Tuesday, April 16, 2013

Why 'lean data' beats big data - Guardian

The big data hype may not help you make the right decisions for your business – and there four reasons why a lean approach makes better sense

Here are four reasons to prefer lean – rather than big – data.

1. Starting with 'big' puts the cart before the horse

Without knowing what your data needs are, it's counterproductive to start with the assumption of industrial-scale data. If your data strategy consists of collecting a few thousand data points a day, you're not in the big data club. And maybe the most meaningful data is quite small – such as the example of Austin-based startup Food on the Table (as Eric Ries described in his book, The Lean Startup), who initially offered their service to only a handful of customers.

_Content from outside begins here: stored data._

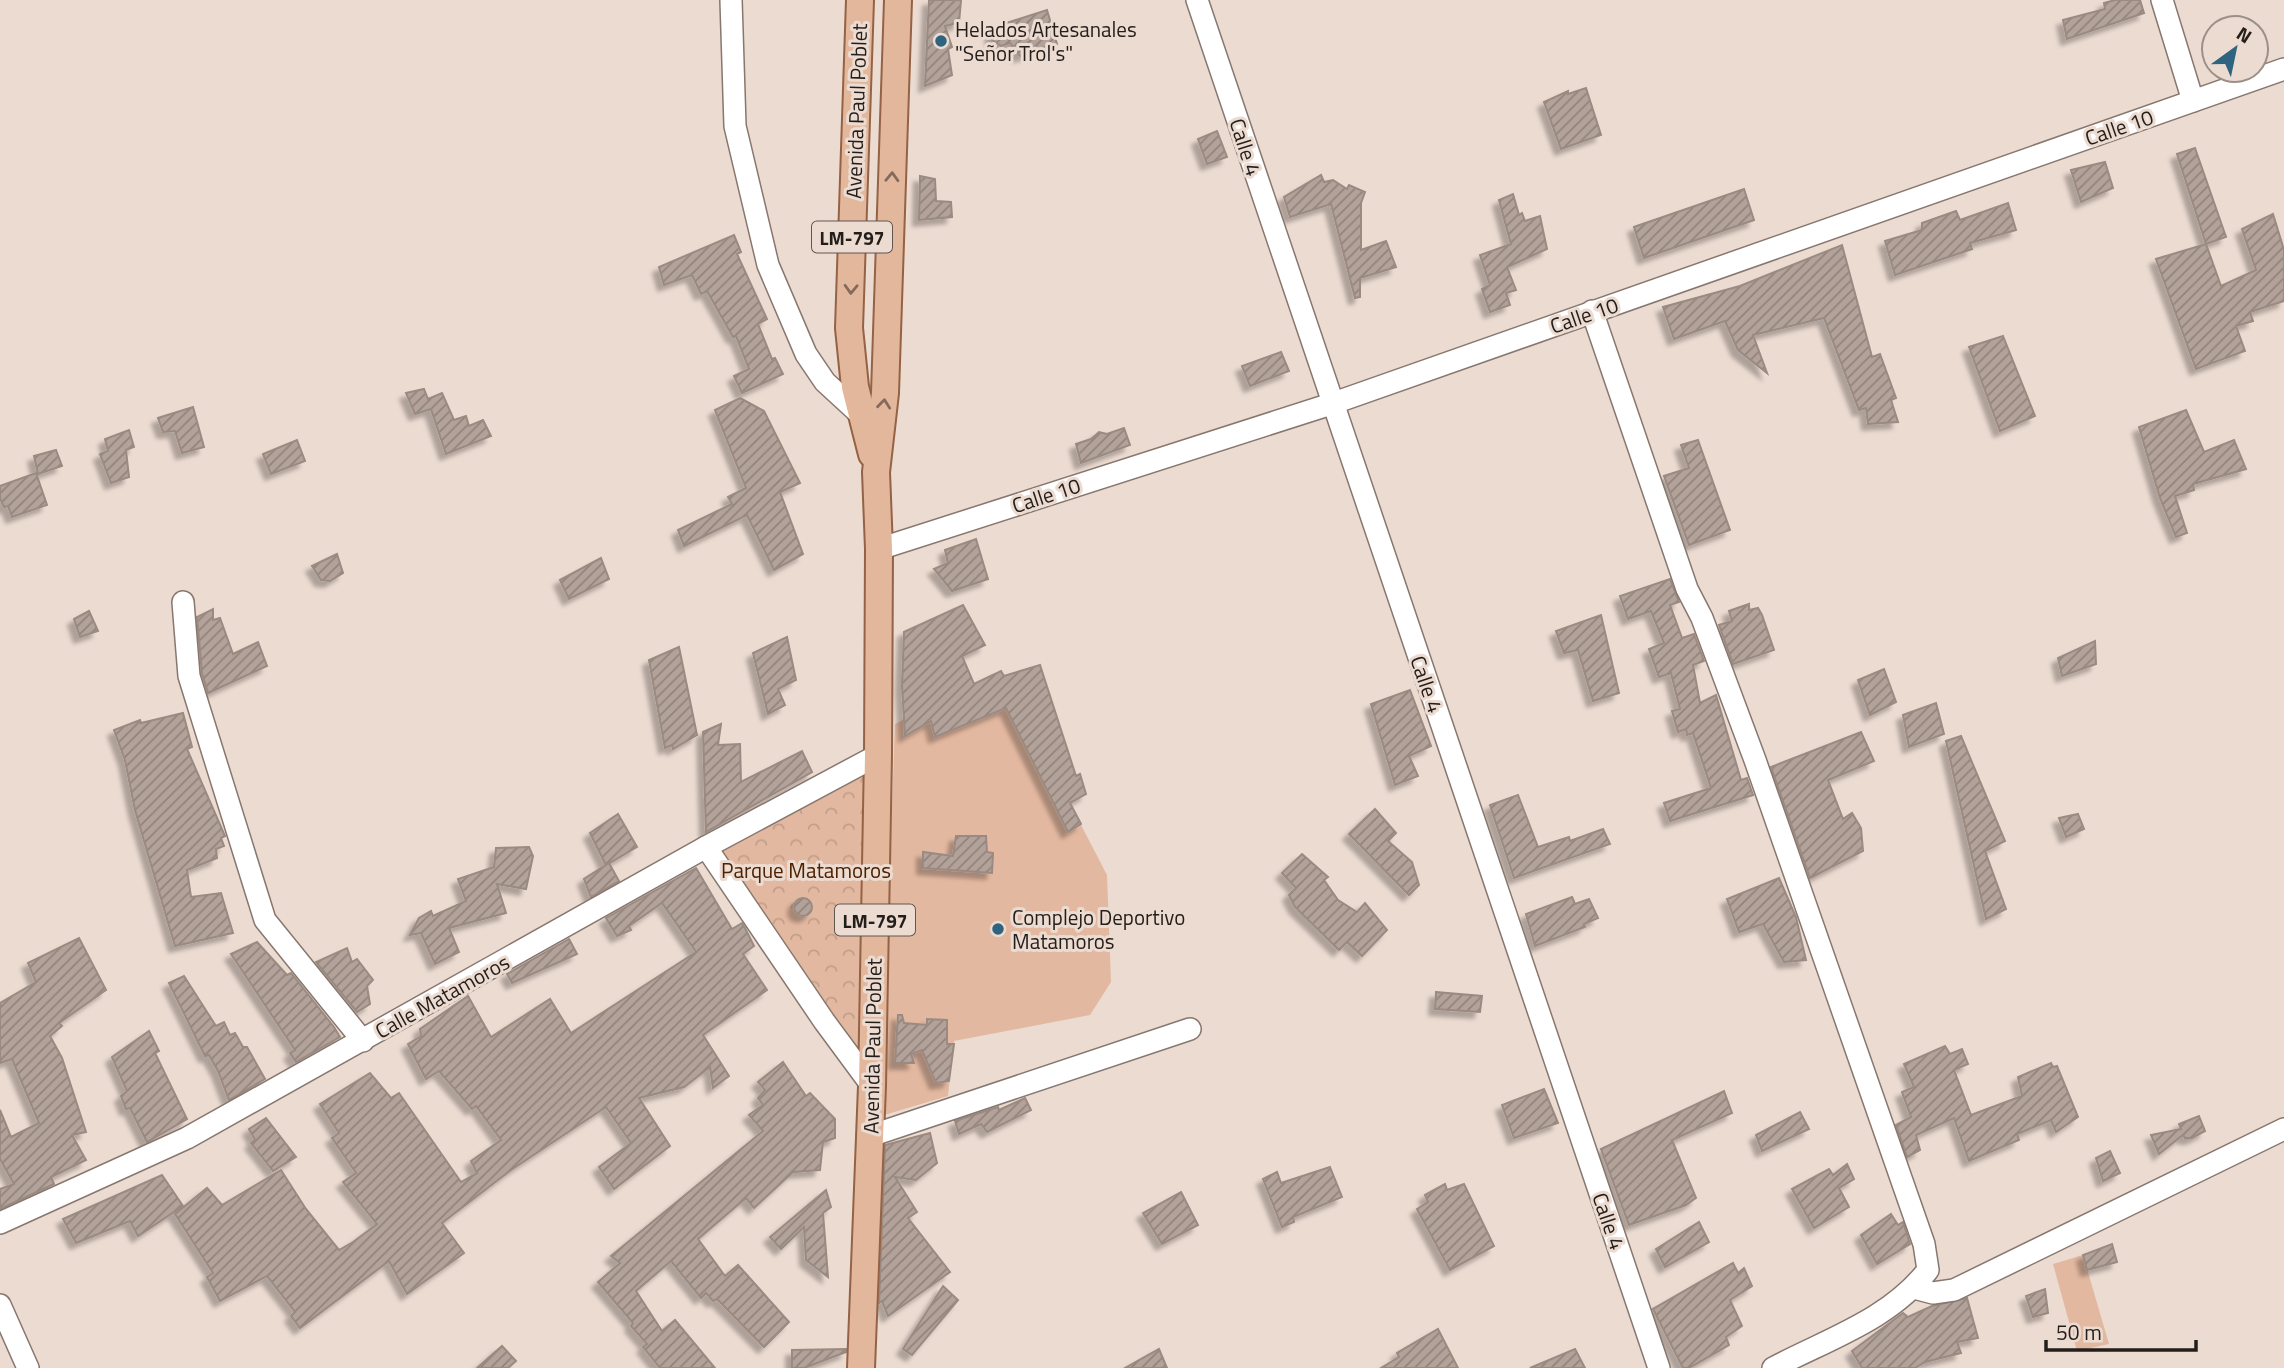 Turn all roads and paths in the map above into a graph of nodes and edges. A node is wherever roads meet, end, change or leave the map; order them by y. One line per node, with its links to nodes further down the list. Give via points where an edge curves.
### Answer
1 (731, 0): 10 (street, via 735,126 768,265 806,354 825,382)
2 (860, 0): 10 (main road, Avenida Paul Poblet / LM-797, one-way to 10, via 849,328)
3 (898, 0): 11 (main road, Avenida Paul Poblet / LM-797, one-way to 3, via 885,393)
4 (1197, 0): 9 (street, Calle 4)
5 (2162, 0): 7 (street)
6 (2284, 69): 7 (street, Calle 10)
7 (2193, 101): 8 (street, Calle 10)
8 (1592, 312): 9 (street, Calle 10); 22 (street, via 1924,1244 1928,1270)
9 (1331, 404): 12 (street, Calle 10); 26 (street, Calle 4)
10 (862, 416): 11 (main road, Avenida Paul Poblet / LM-797)
11 (876, 472): 12 (main road, Avenida Paul Poblet / LM-797)
12 (879, 549): 14 (main road, Avenida Paul Poblet / LM-797)
13 (183, 602): 17 (street, via 189,676 265,920)
14 (878, 755): 15 (street, Calle Matamoros); 18 (main road, Avenida Paul Poblet / LM-797)
15 (706, 847): 17 (street, Calle Matamoros); 18 (street)
16 (1190, 1028): 20 (street)
17 (363, 1041): 21 (street, Calle Matamoros, via 187,1138)
18 (872, 1086): 20 (main road, Avenida Paul Poblet / LM-797)
19 (2284, 1129): 22 (street, via 1954,1290 1933,1293)
20 (870, 1136): 25 (main road, Avenida Paul Poblet / LM-797)
21 (0, 1223)
22 (1914, 1288): 27 (street, via 1851,1331)
23 (0, 1305): 24 (street)
24 (28, 1368)
25 (861, 1368)
26 (1659, 1368)
27 (1773, 1368)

2. Everyday tools pack a lot of punch

Chances are, the optimal amount of data storage and processing capability for your business is going to be less than Google's. Lean data relies on picking the right tools for the job, and you may already have them. Fjord recently helped Harvard Medical School redesign interactive paediatric growth charts to be used on tablets, using relatively simple data judiciously to improve doctors' decision making and potentially reducing significant harm to patients.

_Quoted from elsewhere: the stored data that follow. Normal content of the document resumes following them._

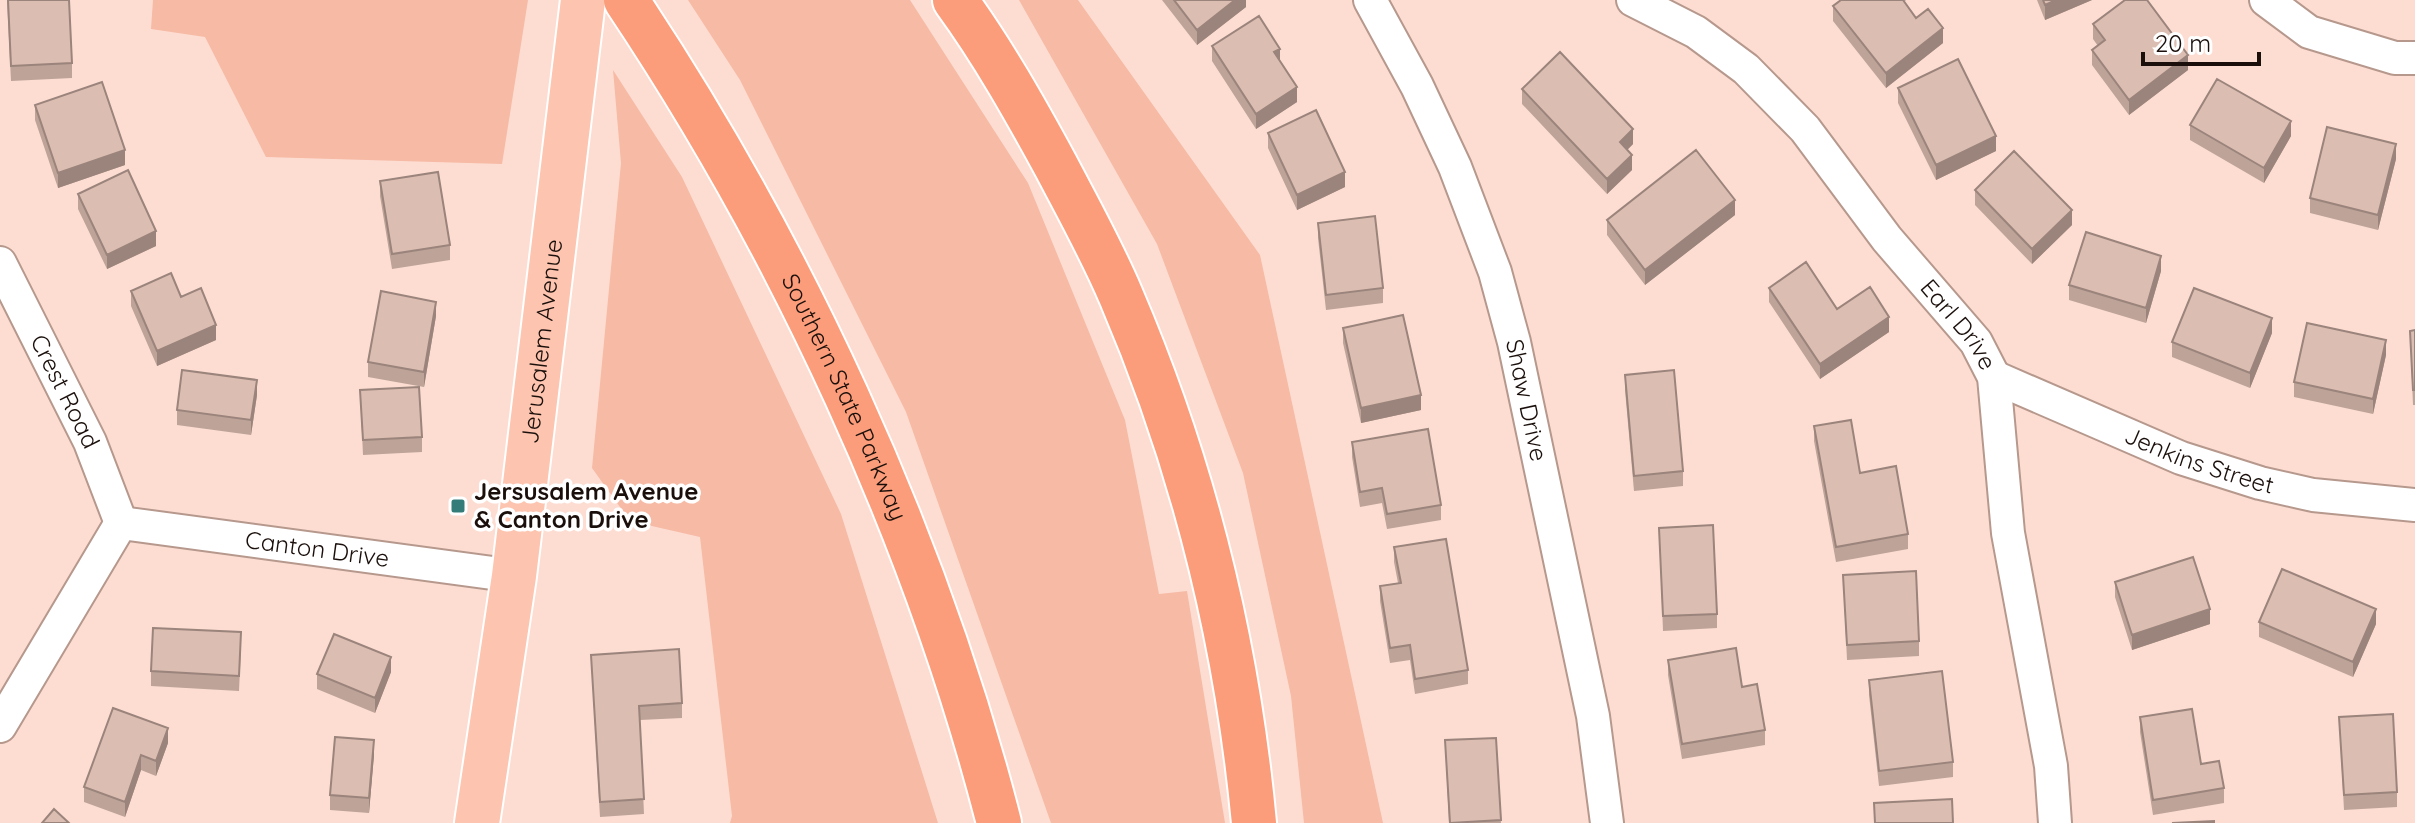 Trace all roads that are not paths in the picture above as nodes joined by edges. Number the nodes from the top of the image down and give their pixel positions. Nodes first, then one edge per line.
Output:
1 (583, 0) edge
2 (626, 0) edge
3 (955, 0) edge
4 (1370, 0) edge
5 (1633, 0) edge
6 (2266, 0) edge
7 (2415, 58) edge
8 (0, 263) edge
9 (1994, 377) junction
10 (2415, 505) edge
11 (121, 523) junction
12 (514, 576) junction
13 (0, 726) edge
14 (477, 823) edge
15 (999, 823) edge
16 (1254, 823) edge
17 (1607, 823) edge
18 (2055, 823) edge

1 - 12 main road, Jerusalem Avenue
2 - 15 highway, Southern State Parkway
3 - 16 highway
4 - 17 street, Shaw Drive
5 - 9 street, Earl Drive
6 - 7 street
8 - 11 street, Crest Road
9 - 10 street, Jenkins Street
9 - 18 street, Earl Drive
11 - 12 street, Canton Drive
11 - 13 street
12 - 14 main road, Jerusalem Avenue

3. Diminishing returns still apply

Statements like "data is the new oil" make it sound like data is currency, when it's actually an investment. In all statistical measurements, once enough data points have been collected to establish a result, adding more data points begins to create less accuracy. This should be a pressing concern when you're investing increasing amounts of money, time and resources into capturing and analysing data.
For example, American statistician, Nate Silver, frequently uses polls of sample sizes ranging from hundreds to thousands, and his model explicitly accounts for diminishing returns.

4. The hard part is still done by humans

The dirty secret of big data is that no algorithm can tell you what's significant, or what it means. Data then becomes another problem for you to solve. A lean data approach suggests starting with questions relevant to your business and finding ways to answer them through data, rather than sifting through countless data sets.